Applying this well established rule, the Tenth Circuit recently rejected a debtor's argument that amending his schedules to correct a false social security number (SSN) operated as a defense to a false declaration charge (18 U.S.C. 152(3)). In United States v. Beach, Nos. 05-3362 - 063053 (10th Cir. Apr. 9, 2007) (unpublished) (available here), a debtor filed a pro se chapter 7 bankruptcy petition in which his SSN was reversed, except for one number. The clerk eventually noticed the inaccuracy and alerted the debtor to the deficiency. Within a week of the original filing the debtor filed an amended petition with his correct SSN. Before discovering the deficiency, however, the clerk published a Notice of Commencement of Case containing the incorrect SSN. Following his conviction for making a false declaration, the debtor appealed, raising the amendment, among other issues, as a challenge to his conviction. The circuit court properly rejected the argument finding significant that the "damage" was already done by the time of the amendment because the clerk had issued the Notice with the incorrect SSN (slip op. at 10 n.4).
While the result is correct, the rationale is not. The crime was complete the moment the debtor filed the original schedule containing the false declaration with fraudulent intent. The "harm" caused to creditors or the public in receiving an incorrect Notice is irrelevant to the issue of liability. In other words, the debtor would properly have been convicted even had he amended the petition in time for the original Notice to be published and had no creditor ever been deceived.

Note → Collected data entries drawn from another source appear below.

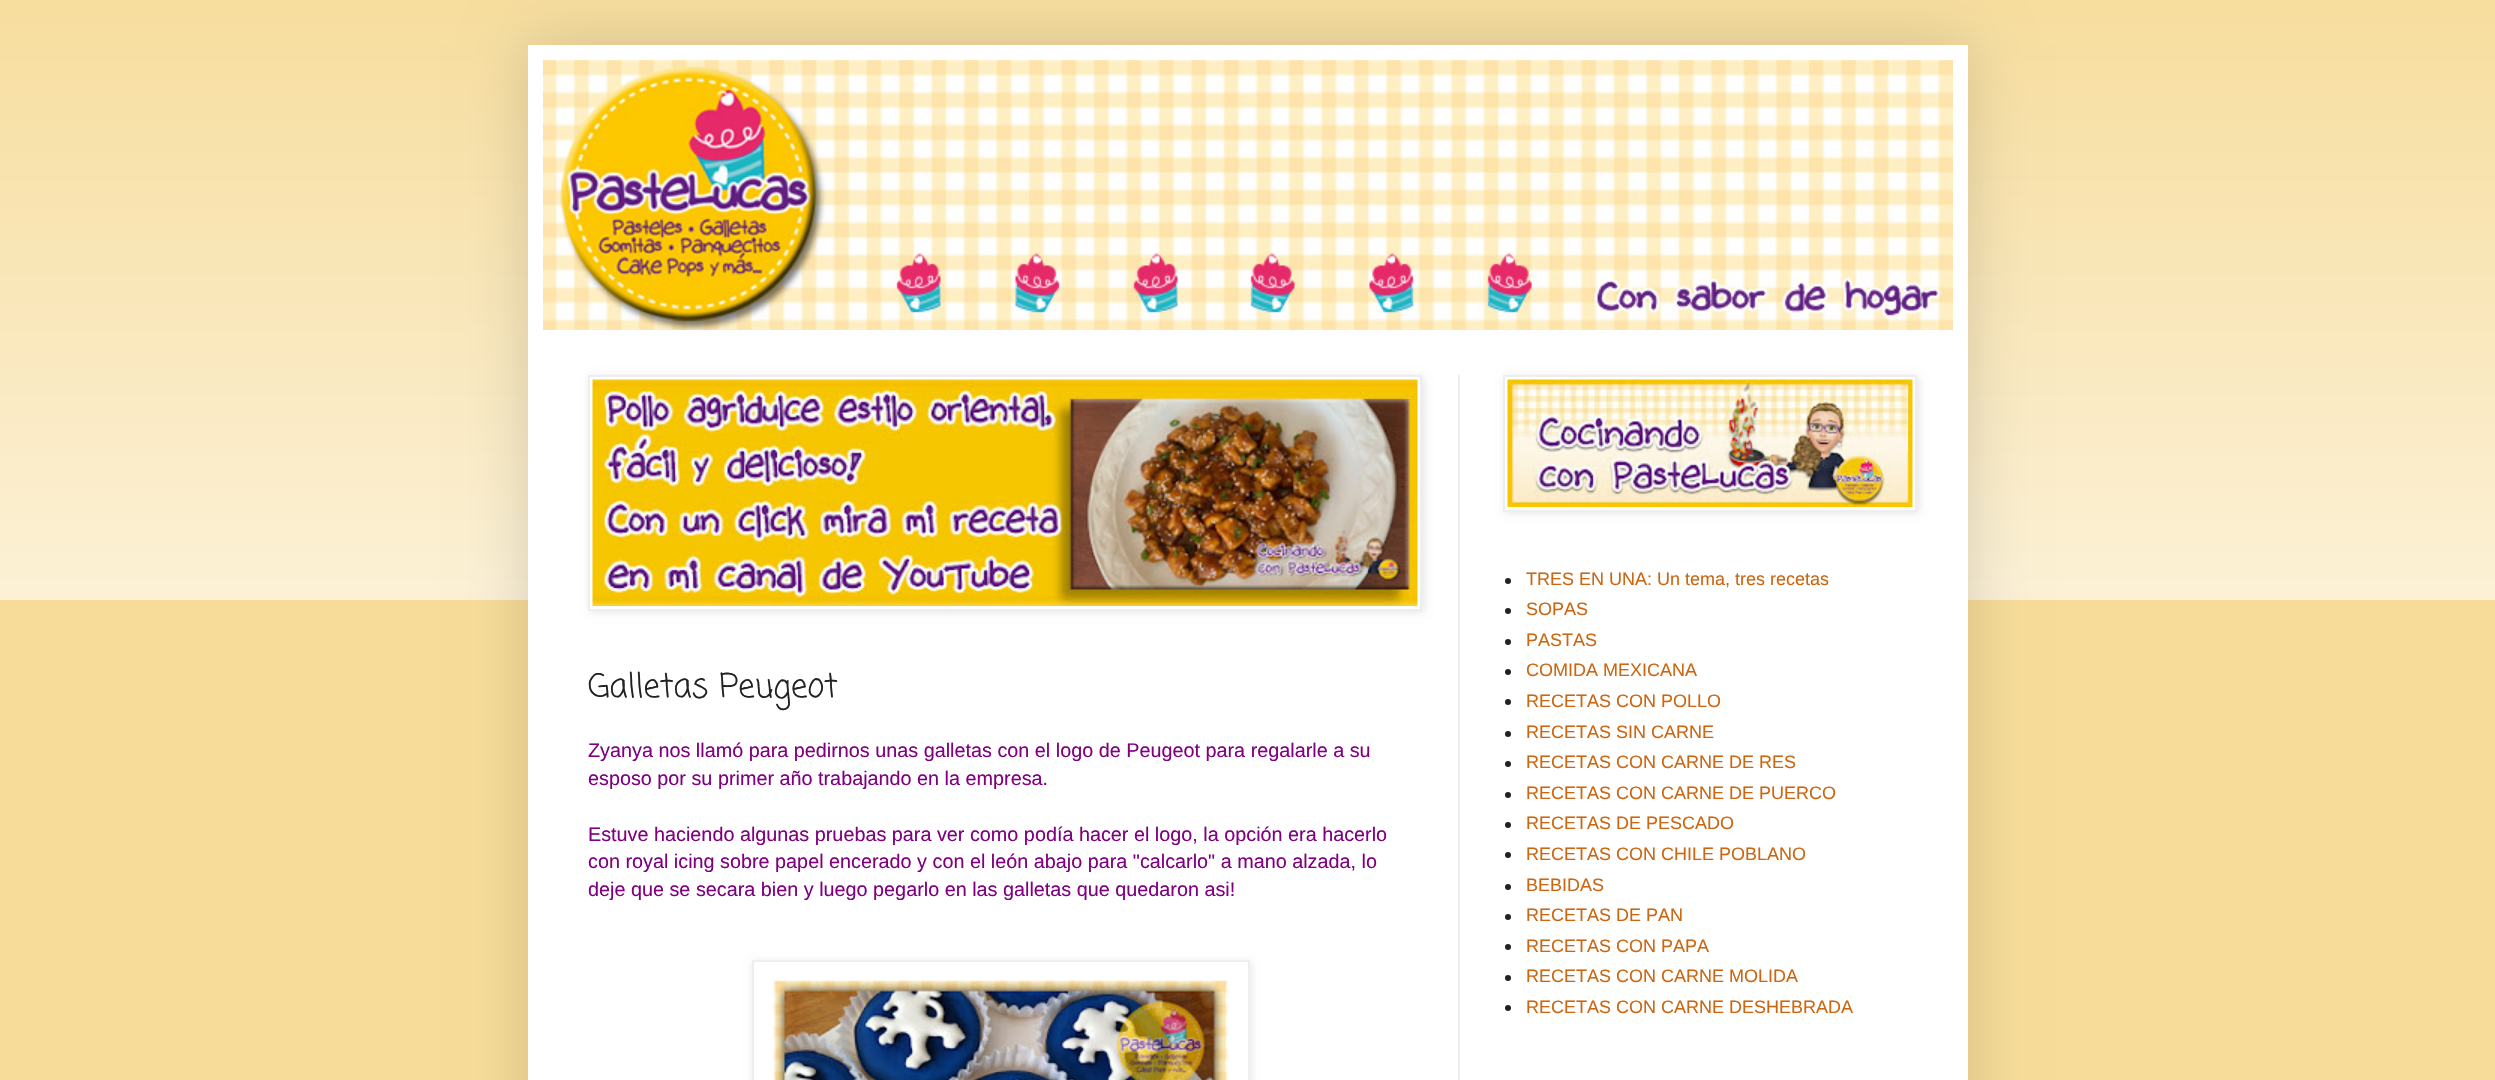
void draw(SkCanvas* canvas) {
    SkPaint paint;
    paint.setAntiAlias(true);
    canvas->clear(0xFFF7DC99);
    canvas->drawImageRect(SkImages::DeferredFromEncodedData(SkData::MakeFromFileName("img1.png")), SkRect::MakeXYWH(0, 0, 2495, 600), SkSamplingOptions());
    paint.setColor(0x26000000);
    paint.setMaskFilter(SkMaskFilter::MakeBlur(kNormal_SkBlurStyle, 30));
    canvas->drawRect(SkRect::MakeXYWH(528, 45, 1440, 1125), paint);
    paint.setMaskFilter(nullptr);
    paint.setColor(0xFFFFFFFF);
    canvas->drawRect(SkRect::MakeXYWH(528, 45, 1440, 1035), paint);
    canvas->drawImageRect(SkImages::DeferredFromEncodedData(SkData::MakeFromFileName("img2.png")), SkRect::MakeXYWH(543, 60, 1410, 270), SkSamplingOptions());
    paint.setColor(0xFFEEEEEE);
    canvas->drawRect(SkRect::MakeXYWH(1458, 375, 2, 705), paint);
    paint.setColor(0x1A000000);
    paint.setMaskFilter(SkMaskFilter::MakeBlur(kNormal_SkBlurStyle, 4));
    canvas->drawRect(SkRect::MakeXYWH(590, 377, 834, 235), paint);
    paint.setMaskFilter(nullptr);
    paint.setColor(0xFFFFFFFF);
    canvas->drawRect(SkRect::MakeXYWH(589, 376, 832, 234), paint);
    paint.setStyle(SkPaint::kStroke_Style);
    paint.setStrokeWidth(2);
    paint.setColor(0xFFEEEEEE);
    canvas->drawRect(SkRect::MakeXYWH(589, 376, 832, 234), paint);
    canvas->drawImageRect(SkImages::DeferredFromEncodedData(SkData::MakeFromFileName("img3.png")), SkRect::MakeXYWH(592, 379, 826, 227), SkSamplingOptions());
    SkFont font1(fontMgr->matchFamilyStyle("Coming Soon", SkFontStyle::Normal()), 33);
    font1.setSubpixel(true);
    paint.setStyle(SkPaint::kFill_Style);
    paint.setColor(0xFF222222);
    canvas->drawString("Galletas Peugeot", 588, 697, font1, paint);
    SkFont font2(fontMgr->matchFamilyStyle("Liberation Sans", SkFontStyle::Normal()), 19.8f);
    font2.setSubpixel(true);
    paint.setColor(0xFF800080);
    canvas->drawString("Zyanya nos llamó para pedirnos unas galletas con el logo de Peugeot para regalarle a su", 588, 757, font2, paint);
    canvas->drawString("esposo por su primer año trabajando en la empresa.", 588, 785, font2, paint);
    canvas->drawString("Estuve haciendo algunas pruebas para ver como podía hacer el logo, la opción era hacerlo", 588, 841, font2, paint);
    canvas->drawString("con royal icing sobre papel encerado y con el león abajo para \"calcarlo\" a mano alzada, lo", 588, 868, font2, paint);
    canvas->drawString("deje que se secara bien y luego pegarlo en las galletas que quedaron asi!", 588, 896, font2, paint);
    paint.setColor(0x1A000000);
    paint.setMaskFilter(SkMaskFilter::MakeBlur(kNormal_SkBlurStyle, 4));
    canvas->drawRect(SkRect::MakeXYWH(753, 962, 498, 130), paint);
    paint.setMaskFilter(nullptr);
    paint.setColor(0xFFFFFFFF);
    canvas->drawRect(SkRect::MakeXYWH(753, 961, 496, 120), paint);
    paint.setStyle(SkPaint::kStroke_Style);
    paint.setColor(0xFFEEEEEE);
    canvas->drawRect(SkRect::MakeXYWH(753, 961, 496, 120), paint);
    canvas->drawImageRect(SkImages::DeferredFromEncodedData(SkData::MakeFromFileName("img4.png")), SkRect::MakeXYWH(772, 980, 457, 100), SkSamplingOptions());
    paint.setStyle(SkPaint::kFill_Style);
    paint.setColor(0x1A000000);
    paint.setMaskFilter(SkMaskFilter::MakeBlur(kNormal_SkBlurStyle, 4));
    canvas->drawRect(SkRect::MakeXYWH(1505, 377, 414, 136), paint);
    paint.setMaskFilter(nullptr);
    paint.setColor(0xFFFFFFFF);
    canvas->drawRect(SkRect::MakeXYWH(1504, 376, 412, 135), paint);
    paint.setStyle(SkPaint::kStroke_Style);
    paint.setColor(0xFFEEEEEE);
    canvas->drawRect(SkRect::MakeXYWH(1504, 376, 412, 135), paint);
    canvas->drawImageRect(SkImages::DeferredFromEncodedData(SkData::MakeFromFileName("img5.png")), SkRect::MakeXYWH(1507, 379, 406, 128), SkSamplingOptions());
    paint.setStyle(SkPaint::kFill_Style);
    paint.setColor(0xFF222222);
    canvas->drawCircle(1508, 581, 3, paint);
    SkFont font3(fontMgr->matchFamilyStyle("Liberation Sans", SkFontStyle::Normal()), 18);
    font3.setSubpixel(true);
    paint.setColor(0xFFCC6611);
    canvas->drawString("TRES EN UNA: Un tema, tres recetas", 1526, 585, font3, paint);
    paint.setColor(0xFF222222);
    canvas->drawCircle(1508, 611, 3, paint);
    paint.setColor(0xFFCC6611);
    canvas->drawString("SOPAS", 1526, 615, font3, paint);
    paint.setColor(0xFF222222);
    canvas->drawCircle(1508, 642, 3, paint);
    paint.setColor(0xFFCC6611);
    canvas->drawString("PASTAS", 1526, 646, font3, paint);
    paint.setColor(0xFF222222);
    canvas->drawCircle(1508, 672, 3, paint);
    paint.setColor(0xFFCC6611);
    canvas->drawString("COMIDA MEXICANA", 1526, 676, font3, paint);
    paint.setColor(0xFF222222);
    canvas->drawCircle(1508, 702, 3, paint);
    paint.setColor(0xFFCC6611);
    canvas->drawString("RECETAS CON POLLO", 1526, 707, font3, paint);
    paint.setColor(0xFF222222);
    canvas->drawCircle(1508, 734, 3, paint);
    paint.setColor(0xFFCC6611);
    canvas->drawString("RECETAS SIN CARNE", 1526, 738, font3, paint);
    paint.setColor(0xFF222222);
    canvas->drawCircle(1508, 764, 3, paint);
    paint.setColor(0xFFCC6611);
    canvas->drawString("RECETAS CON CARNE DE RES", 1526, 768, font3, paint);
    paint.setColor(0xFF222222);
    canvas->drawCircle(1508, 795, 3, paint);
    paint.setColor(0xFFCC6611);
    canvas->drawString("RECETAS CON CARNE DE PUERCO", 1526, 799, font3, paint);
    paint.setColor(0xFF222222);
    canvas->drawCircle(1508, 825, 3, paint);
    paint.setColor(0xFFCC6611);
    canvas->drawString("RECETAS DE PESCADO", 1526, 829, font3, paint);
    paint.setColor(0xFF222222);
    canvas->drawCircle(1508, 855, 3, paint);
    paint.setColor(0xFFCC6611);
    canvas->drawString("RECETAS CON CHILE POBLANO", 1526, 860, font3, paint);
    paint.setColor(0xFF222222);
    canvas->drawCircle(1508, 887, 3, paint);
    paint.setColor(0xFFCC6611);
    canvas->drawString("BEBIDAS", 1526, 891, font3, paint);
    paint.setColor(0xFF222222);
    canvas->drawCircle(1508, 917, 3, paint);
    paint.setColor(0xFFCC6611);
    canvas->drawString("RECETAS DE PAN", 1526, 921, font3, paint);
    paint.setColor(0xFF222222);
    canvas->drawCircle(1508, 947, 3, paint);
    paint.setColor(0xFFCC6611);
    canvas->drawString("RECETAS CON PAPA", 1526, 952, font3, paint);
    paint.setColor(0xFF222222);
    canvas->drawCircle(1508, 978, 3, paint);
    paint.setColor(0xFFCC6611);
    canvas->drawString("RECETAS CON CARNE MOLIDA", 1526, 982, font3, paint);
    paint.setColor(0xFF222222);
    canvas->drawCircle(1508, 1008, 3, paint);
    paint.setColor(0xFFCC6611);
    canvas->drawString("RECETAS CON CARNE DESHEBRADA", 1526, 1013, font3, paint);
}
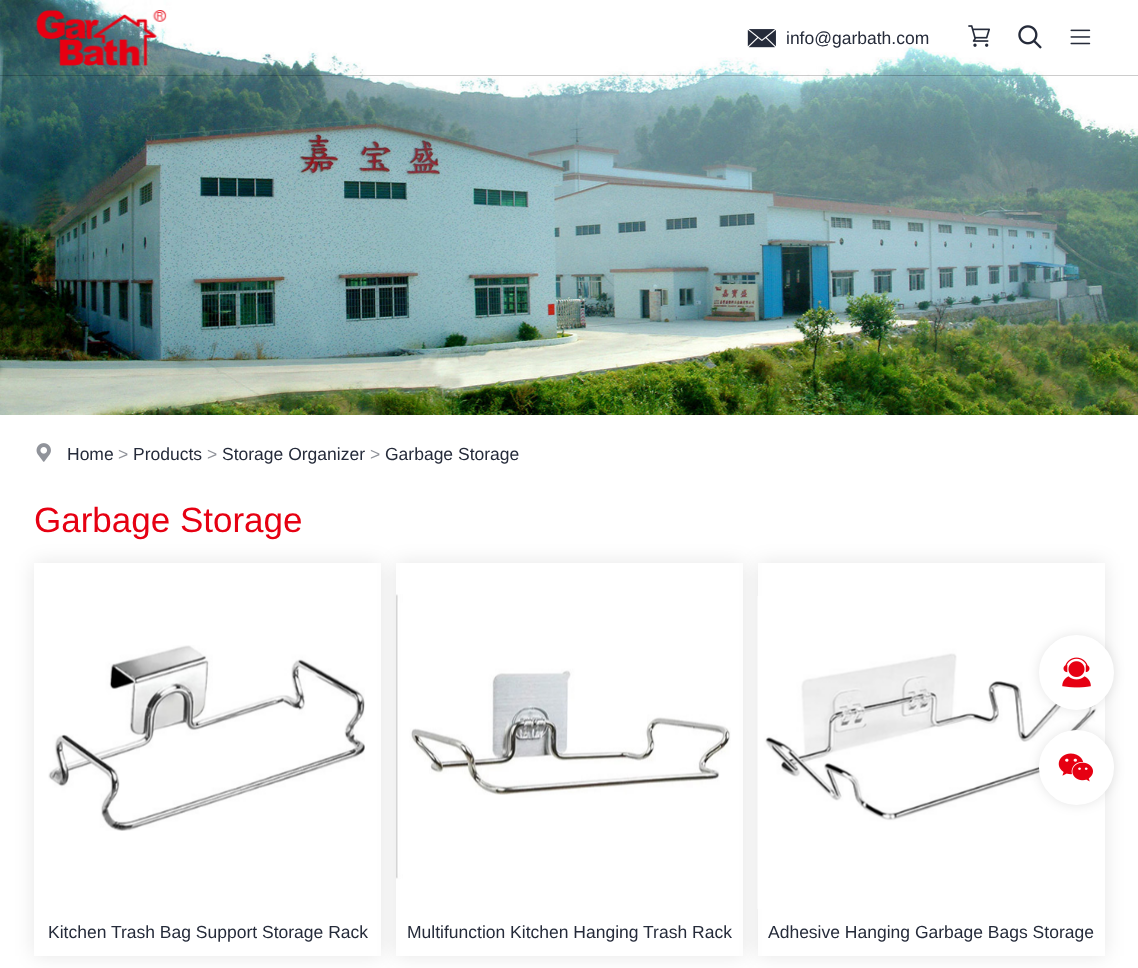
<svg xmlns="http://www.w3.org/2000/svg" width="1138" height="968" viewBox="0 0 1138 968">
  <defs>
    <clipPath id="clip1"><path d="M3 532H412V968H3ZM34 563H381V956H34Z" clip-rule="evenodd"/></clipPath>
    <clipPath id="clip2"><path d="M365 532H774V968H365ZM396 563H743V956H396Z" clip-rule="evenodd"/></clipPath>
    <clipPath id="clip3"><path d="M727 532H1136V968H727ZM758 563H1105V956H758Z" clip-rule="evenodd"/></clipPath>
  </defs>
  <rect width="100%" height="100%" fill="#fff"/>
  <image x="0" y="0" width="1138" height="415" href="img/1.png"/>
  <path d="M0 75h1138v1H0z" fill="#00000033"/>
  <image x="36" y="10" width="131" height="56" href="img/2.png"/>
  <image x="747" y="29" width="29" height="19" href="img/3.png"/>
  <image x="968" y="25" width="22" height="22" href="img/4.png"/>
  <image x="1018" y="25" width="24" height="24" href="img/5.png"/>
  <image x="1070" y="29" width="21" height="16" href="img/6.png"/>
  <image x="36" y="443" width="15" height="19" href="img/7.png"/>
  <g clip-path="url(#clip1)">
    <path d="M34 563h347v393H34z" fill="#0000001a" filter="blur(10px)"/>
  </g>
  <image x="48" y="645" width="317" height="186" href="img/8.png"/>
  <g clip-path="url(#clip2)">
    <path d="M396 563h347v393H396z" fill="#0000001a" filter="blur(10px)"/>
  </g>
  <image x="396" y="594" width="335" height="285" href="img/9.png"/>
  <g clip-path="url(#clip3)">
    <path d="M758 563h347v393H758z" fill="#0000001a" filter="blur(10px)"/>
  </g>
  <image x="757" y="596" width="341" height="313" href="img/10.png"/>
  <rect x="1039" y="635" width="75" height="75" rx="37.5" fill="#0000001a" filter="blur(6px)"/>
  <circle cx="1076.5" cy="672.5" r="34.5" fill="#fff" stroke="#fff" stroke-width="6"/>
  <image x="1062" y="657" width="29" height="31" href="img/11.png"/>
  <rect x="1039" y="730" width="75" height="75" rx="37.5" fill="#0000001a" filter="blur(6px)"/>
  <circle cx="1076.5" cy="767.5" r="34.5" fill="#fff" stroke="#fff" stroke-width="6"/>
  <image x="1058" y="753" width="35" height="29" href="img/12.png"/>
  <g font-family="Liberation Sans" font-size="17.5" fill="#252b3a">
    <text x="786" y="44">info@garbath.com</text>
    <text x="67" y="460">Home</text>
  </g>
  <text x="118" y="460" font-family="Liberation Sans" font-size="17.5" fill="#90939a">&gt;</text>
  <text x="133" y="460" font-family="Liberation Sans" font-size="17.5" fill="#252b3a">Products</text>
  <text x="207" y="460" font-family="Liberation Sans" font-size="17.5" fill="#90939a">&gt;</text>
  <text x="222" y="460" font-family="Liberation Sans" font-size="17.5" fill="#252b3a">Storage Organizer</text>
  <text x="370" y="460" font-family="Liberation Sans" font-size="17.5" fill="#90939a">&gt;</text>
  <text x="385" y="460" font-family="Liberation Sans" font-size="17.5" fill="#252b3a">Garbage Storage</text>
  <text x="34" y="532" font-family="Liberation Sans" font-size="35" fill="#e60012">Garbage Storage</text>
  <g font-family="Liberation Sans" font-size="17.5" fill="#252b3a">
    <text x="48" y="938">Kitchen Trash Bag Support Storage Rack</text>
    <text x="407" y="938">Multifunction Kitchen Hanging Trash Rack</text>
    <text x="768" y="938">Adhesive Hanging Garbage Bags Storage</text>
  </g>
</svg>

A final note. Interestingly in this case, the clerk noticed the error and called it to the debtor's attention before the amendment, making the case even weaker for an "amendment defense." As a practical and legal matter, a debtor must have corrected the original inaccuracy before it was discovered to have any realistic chance of demonstrating that the corrective measure shows a lack of fraudulent intent.